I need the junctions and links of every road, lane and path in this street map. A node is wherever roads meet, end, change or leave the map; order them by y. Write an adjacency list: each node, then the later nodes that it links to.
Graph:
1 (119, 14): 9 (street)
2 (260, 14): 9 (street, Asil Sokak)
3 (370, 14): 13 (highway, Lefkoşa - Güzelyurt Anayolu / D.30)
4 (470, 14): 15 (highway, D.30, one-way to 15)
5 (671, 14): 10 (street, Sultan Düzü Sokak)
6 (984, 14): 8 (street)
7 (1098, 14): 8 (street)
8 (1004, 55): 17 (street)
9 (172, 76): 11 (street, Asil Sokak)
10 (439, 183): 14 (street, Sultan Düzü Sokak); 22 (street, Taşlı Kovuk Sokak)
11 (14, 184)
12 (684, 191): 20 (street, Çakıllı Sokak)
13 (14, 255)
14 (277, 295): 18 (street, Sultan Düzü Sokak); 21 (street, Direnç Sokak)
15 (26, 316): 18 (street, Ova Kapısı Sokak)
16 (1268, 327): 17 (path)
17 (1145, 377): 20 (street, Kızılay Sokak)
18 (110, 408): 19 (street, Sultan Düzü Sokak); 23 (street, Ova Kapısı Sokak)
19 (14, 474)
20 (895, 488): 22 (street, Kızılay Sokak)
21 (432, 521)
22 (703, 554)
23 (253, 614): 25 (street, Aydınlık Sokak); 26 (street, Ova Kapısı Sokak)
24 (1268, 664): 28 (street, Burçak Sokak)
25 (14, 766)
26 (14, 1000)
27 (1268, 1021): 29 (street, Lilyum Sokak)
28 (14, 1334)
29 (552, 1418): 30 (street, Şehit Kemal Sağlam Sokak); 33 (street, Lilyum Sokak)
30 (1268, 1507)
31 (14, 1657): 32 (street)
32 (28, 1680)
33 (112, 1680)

☆ ☆ ☆ ☆

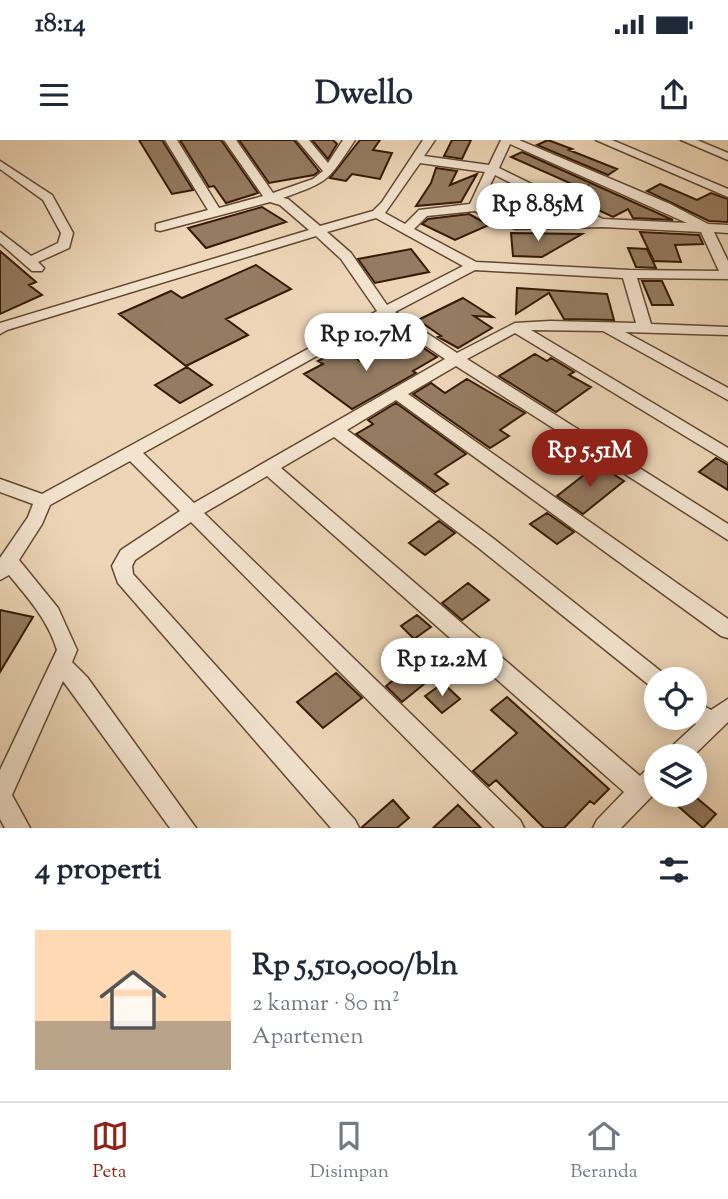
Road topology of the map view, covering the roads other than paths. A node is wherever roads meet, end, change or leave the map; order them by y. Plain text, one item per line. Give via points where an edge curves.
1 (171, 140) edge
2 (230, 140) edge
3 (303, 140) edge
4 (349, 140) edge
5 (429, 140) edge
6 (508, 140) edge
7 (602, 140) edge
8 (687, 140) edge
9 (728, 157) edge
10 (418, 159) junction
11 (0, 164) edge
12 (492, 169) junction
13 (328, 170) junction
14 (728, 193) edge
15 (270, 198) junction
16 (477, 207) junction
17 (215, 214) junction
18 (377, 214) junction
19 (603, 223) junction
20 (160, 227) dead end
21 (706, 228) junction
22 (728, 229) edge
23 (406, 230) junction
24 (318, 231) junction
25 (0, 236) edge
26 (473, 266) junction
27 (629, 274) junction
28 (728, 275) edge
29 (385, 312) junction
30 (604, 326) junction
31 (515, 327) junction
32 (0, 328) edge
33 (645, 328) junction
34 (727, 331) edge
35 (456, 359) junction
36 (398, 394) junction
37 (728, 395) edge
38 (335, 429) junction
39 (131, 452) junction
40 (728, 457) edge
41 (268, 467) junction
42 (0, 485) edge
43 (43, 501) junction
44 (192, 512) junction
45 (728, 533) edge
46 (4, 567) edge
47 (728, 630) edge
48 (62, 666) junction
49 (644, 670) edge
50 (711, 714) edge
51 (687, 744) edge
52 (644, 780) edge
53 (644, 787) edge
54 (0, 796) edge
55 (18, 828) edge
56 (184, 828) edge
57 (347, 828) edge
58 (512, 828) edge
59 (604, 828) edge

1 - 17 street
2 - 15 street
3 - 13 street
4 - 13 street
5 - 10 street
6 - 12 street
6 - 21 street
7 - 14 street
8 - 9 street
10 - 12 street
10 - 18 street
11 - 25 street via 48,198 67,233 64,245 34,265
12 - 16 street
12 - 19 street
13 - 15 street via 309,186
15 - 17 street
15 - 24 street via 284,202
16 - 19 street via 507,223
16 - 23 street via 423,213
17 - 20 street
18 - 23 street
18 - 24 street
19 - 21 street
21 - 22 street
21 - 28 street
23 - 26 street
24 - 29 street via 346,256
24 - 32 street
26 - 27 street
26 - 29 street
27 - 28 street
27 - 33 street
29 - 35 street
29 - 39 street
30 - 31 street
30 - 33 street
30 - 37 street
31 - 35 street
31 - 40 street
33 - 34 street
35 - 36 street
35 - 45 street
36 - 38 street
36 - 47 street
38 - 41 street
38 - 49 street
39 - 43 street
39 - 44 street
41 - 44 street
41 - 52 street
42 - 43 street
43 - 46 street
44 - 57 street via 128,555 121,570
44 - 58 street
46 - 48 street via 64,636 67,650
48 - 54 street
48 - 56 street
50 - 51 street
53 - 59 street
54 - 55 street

☆ ☆ ☆ ☆

WORK ORDER » If a line in the listing contains the string "Lilyum", copy it.

TASK RESULT »
27 (1268, 1021): 29 (street, Lilyum Sokak)
29 (552, 1418): 30 (street, Şehit Kemal Sağlam Sokak); 33 (street, Lilyum Sokak)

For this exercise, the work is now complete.